Sunday, April 27, 2008

On Poems

'In the childhood of mist my soul, winged and wounded.
Lost discoverer, in you everything sank.

I made the wall of shadow draw back,
beyond desire and act, I walked on.

Oh flesh, my own flesh, whom I loved and lost,
I summon you in the moist hour, I raise my song to you.'
-Pablo Neruda

---
Of course I miss my father. And I comprehend the aching, the iced desire to pull him close to me in walking, waking hours; the desperate grasp at his work shirts, curling up in the fur of his cashmere sweater; reading the last year's emails at length, time and again: my first desire for frequent forgetting. I comprehend my small acts of desperation in my intellect, in my heart.

Of course I wish him back.

But for all of the of-courses, the expected, that which is told to me, are the unexpected. The dreams that come. The sore sadness of the moon. The sourness of the most memorable moments; mistaking the mild for meaning. Such harsh regret.

I suspect that the moments won't become any milder, just more expected and that, as selfish as I know it is, I will remain not only disappointed, not only torn, but finally with the knowledge of what it is to really need. To look up and back and within myself for some sign, an impossible, inviolable signal of un-disappearing.

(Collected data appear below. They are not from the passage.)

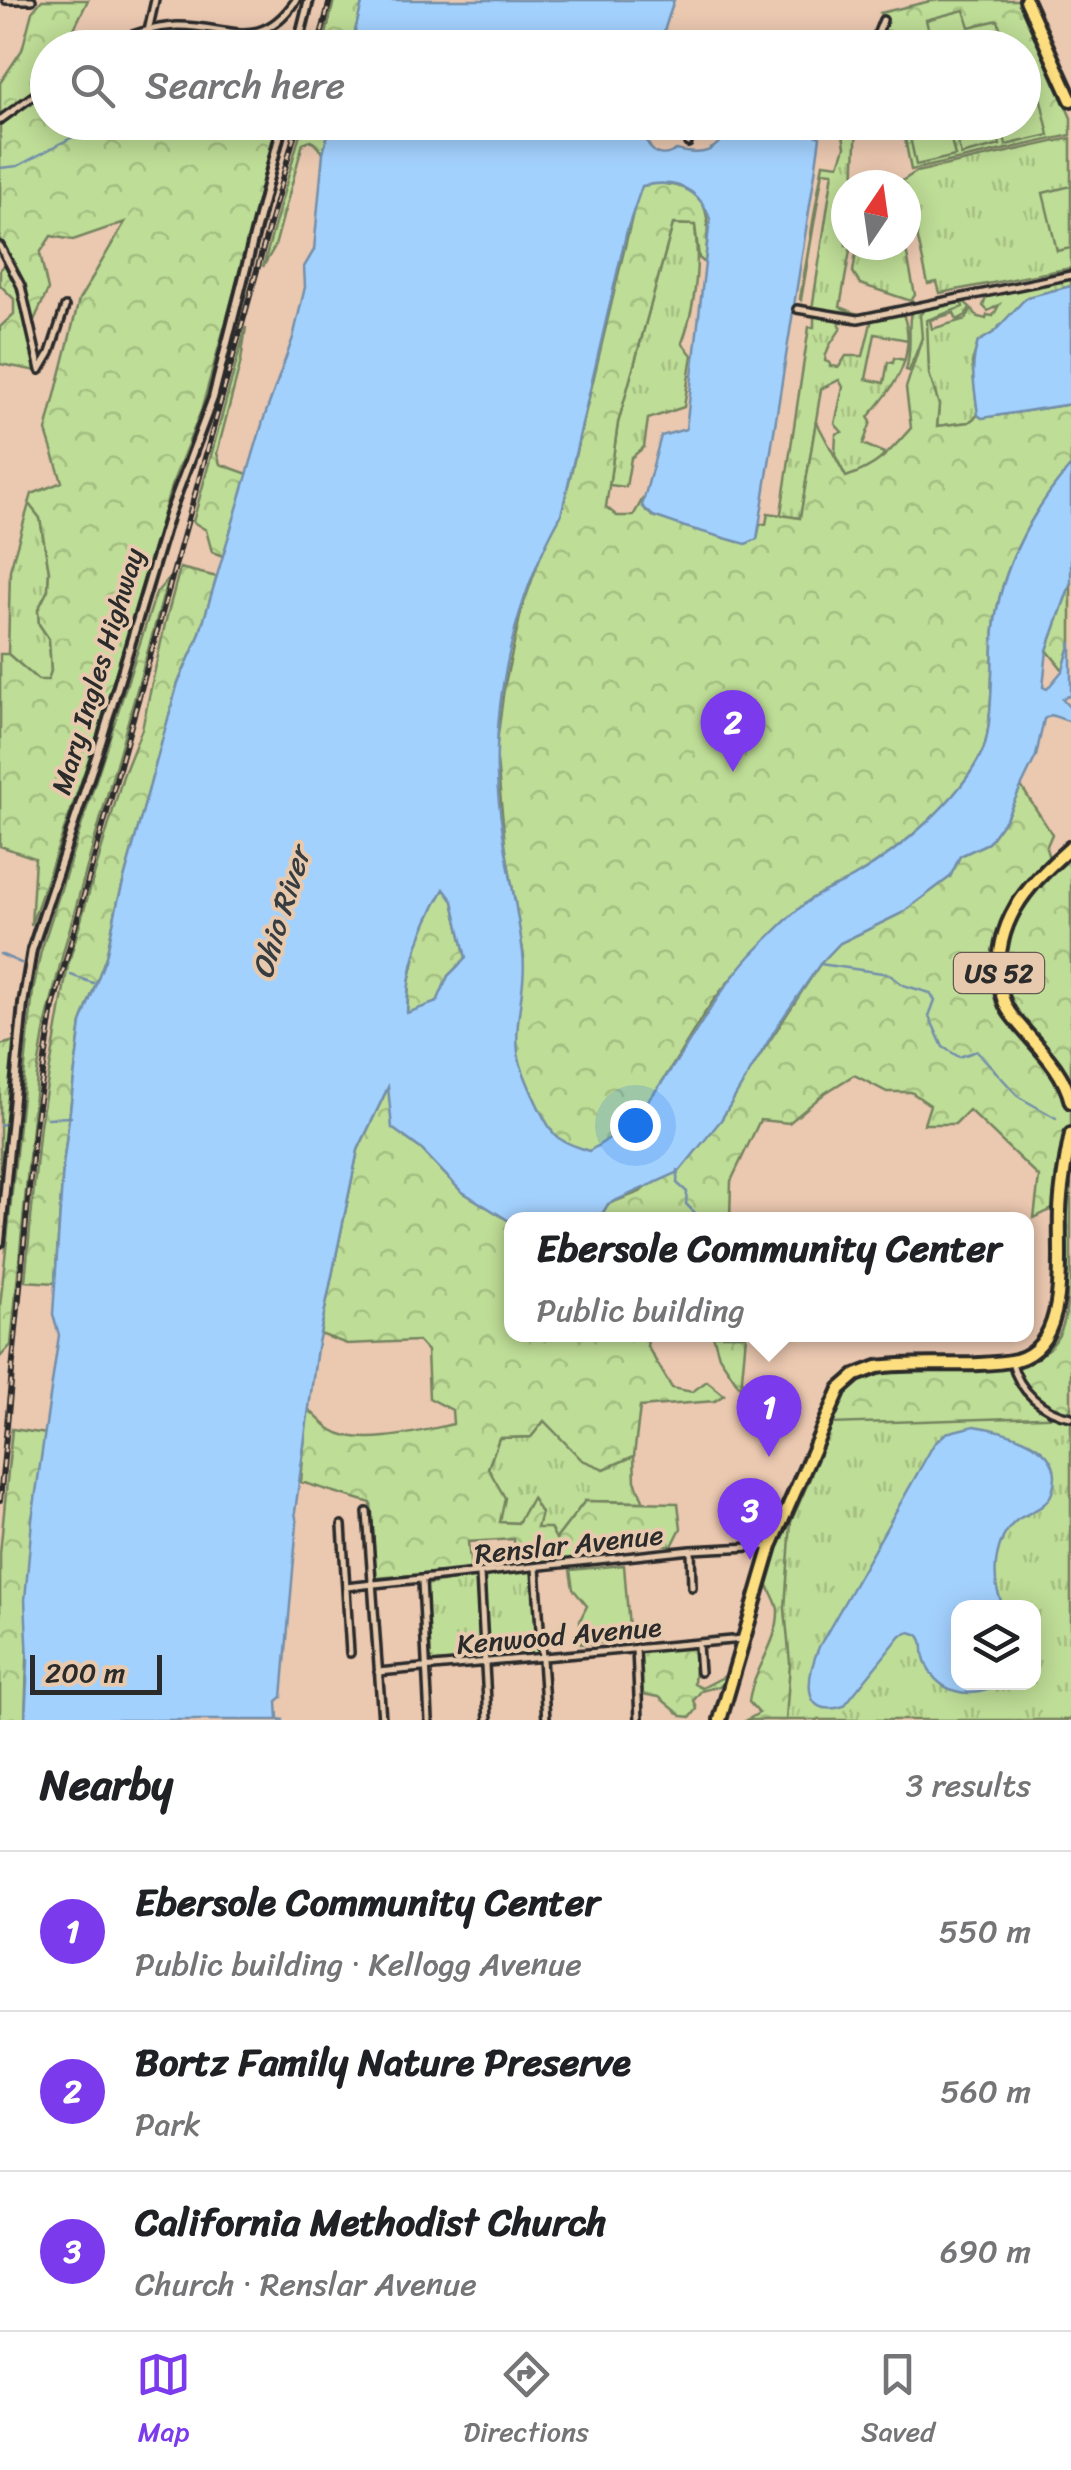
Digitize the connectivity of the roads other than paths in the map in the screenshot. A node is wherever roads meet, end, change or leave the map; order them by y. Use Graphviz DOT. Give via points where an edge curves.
graph roads {
  1 [pos="6,0"];
  2 [pos="32,0"];
  3 [pos="154,0"];
  4 [pos="296,0"];
  5 [pos="309,0"];
  6 [pos="1026,0"];
  7 [pos="884,20"];
  8 [pos="148,30"];
  9 [pos="154,30"];
  10 [pos="208,30"];
  11 [pos="260,30"];
  12 [pos="302,30"];
  13 [pos="880,30"];
  14 [pos="1040,30"];
  15 [pos="1041,33"];
  16 [pos="30,98"];
  17 [pos="1071,100"];
  18 [pos="0,120"];
  19 [pos="278,140"];
  20 [pos="689,140"];
  21 [pos="688,144"];
  22 [pos="0,246"];
  23 [pos="1071,275"];
  24 [pos="65,307"];
  25 [pos="797,309"];
  26 [pos="1071,847"];
  27 [pos="1068,1081"];
  28 [pos="1071,1102"];
  29 [pos="1071,1134"];
  30 [pos="0,1242"];
  31 [pos="1012,1360"];
  32 [pos="1071,1418"];
  33 [pos="366,1512"];
  34 [pos="342,1525"];
  35 [pos="771,1546"];
  36 [pos="691,1550"];
  37 [pos="536,1567"];
  38 [pos="480,1574"];
  39 [pos="422,1581"];
  40 [pos="371,1586"];
  41 [pos="692,1587"];
  42 [pos="346,1588"];
  43 [pos="743,1639"];
  44 [pos="698,1644"];
  45 [pos="636,1648"];
  46 [pos="350,1653"];
  47 [pos="542,1656"];
  48 [pos="485,1661"];
  49 [pos="426,1667"];
  50 [pos="378,1672"];
  51 [pos="700,1672"];
  52 [pos="382,1720"];
  53 [pos="430,1720"];
  54 [pos="488,1720"];
  55 [pos="546,1720"];
  56 [pos="639,1720"];
  57 [pos="720,1720"];
  1 -- 2 [label="street"];
  3 -- 8 [label="street"];
  4 -- 11 [label="street" via="280,22"];
  5 -- 12 [label="street"];
  6 -- 14 [label="main road"];
  7 -- 13 [label="street"];
  9 -- 10 [label="street"];
  15 -- 17 [label="main road"];
  16 -- 18 [label="street"];
  19 -- 30 [label="street, Mary Ingles Highway" via="213,398 164,531 33,946"];
  20 -- 21 [label="street"];
  22 -- 24 [label="street" via="21,286 40,370"];
  23 -- 25 [label="street" via="858,320"];
  26 -- 27 [label="main road, US 52" via="1015,905 999,956 1008,1008"];
  27 -- 28 [label="main road, US 52"];
  29 -- 31 [label="main road" via="1060,1204 1060,1312 1045,1342"];
  31 -- 32 [label="street" via="1026,1392"];
  31 -- 35 [label="main road" via="885,1366 849,1380 830,1407"];
  33 -- 40 [label="street"];
  34 -- 42 [label="street"];
  35 -- 36 [label="street, Renslar Avenue"];
  35 -- 43 [label="main road"];
  36 -- 37 [label="street, Renslar Avenue"];
  36 -- 41 [label="street"];
  37 -- 38 [label="street, Renslar Avenue"];
  37 -- 47 [label="street"];
  38 -- 39 [label="street, Renslar Avenue"];
  38 -- 48 [label="street"];
  39 -- 40 [label="street, Renslar Avenue"];
  39 -- 49 [label="street"];
  40 -- 42 [label="street, Renslar Avenue"];
  40 -- 50 [label="street"];
  42 -- 46 [label="street"];
  43 -- 44 [label="street, Kenwood Avenue"];
  43 -- 57 [label="main road"];
  44 -- 45 [label="street, Kenwood Avenue"];
  44 -- 51 [label="street"];
  45 -- 47 [label="street, Kenwood Avenue"];
  45 -- 56 [label="street"];
  47 -- 48 [label="street, Kenwood Avenue"];
  47 -- 55 [label="street"];
  48 -- 49 [label="street, Kenwood Avenue"];
  48 -- 54 [label="street"];
  49 -- 50 [label="street, Kenwood Avenue"];
  49 -- 53 [label="street"];
  50 -- 52 [label="street"];
}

I know that the bandaids will all fail, if not at once, in the slow, slippery unsticking of real bandaids covering much slighter openings--the truffles and laughter, cleapatra outfits and purple wine undone as my kindergarden braids, soft bristles of longing always present and pressing at my insides; that the temporality of tempresses, of needle-like touchings, will only tickle and tear.

I suspect that I will break in tears at poems he suggested, the posibilidades of Neruda, the southern suck of Wallace Stevens sidling back time. And that here, at the beginning of every day, I will have to remind myself that there are other ways of belonging, that I can sleep without his shoulder, that--even missing a belief in spirits or otherworldly forces--such love still licks the wounds.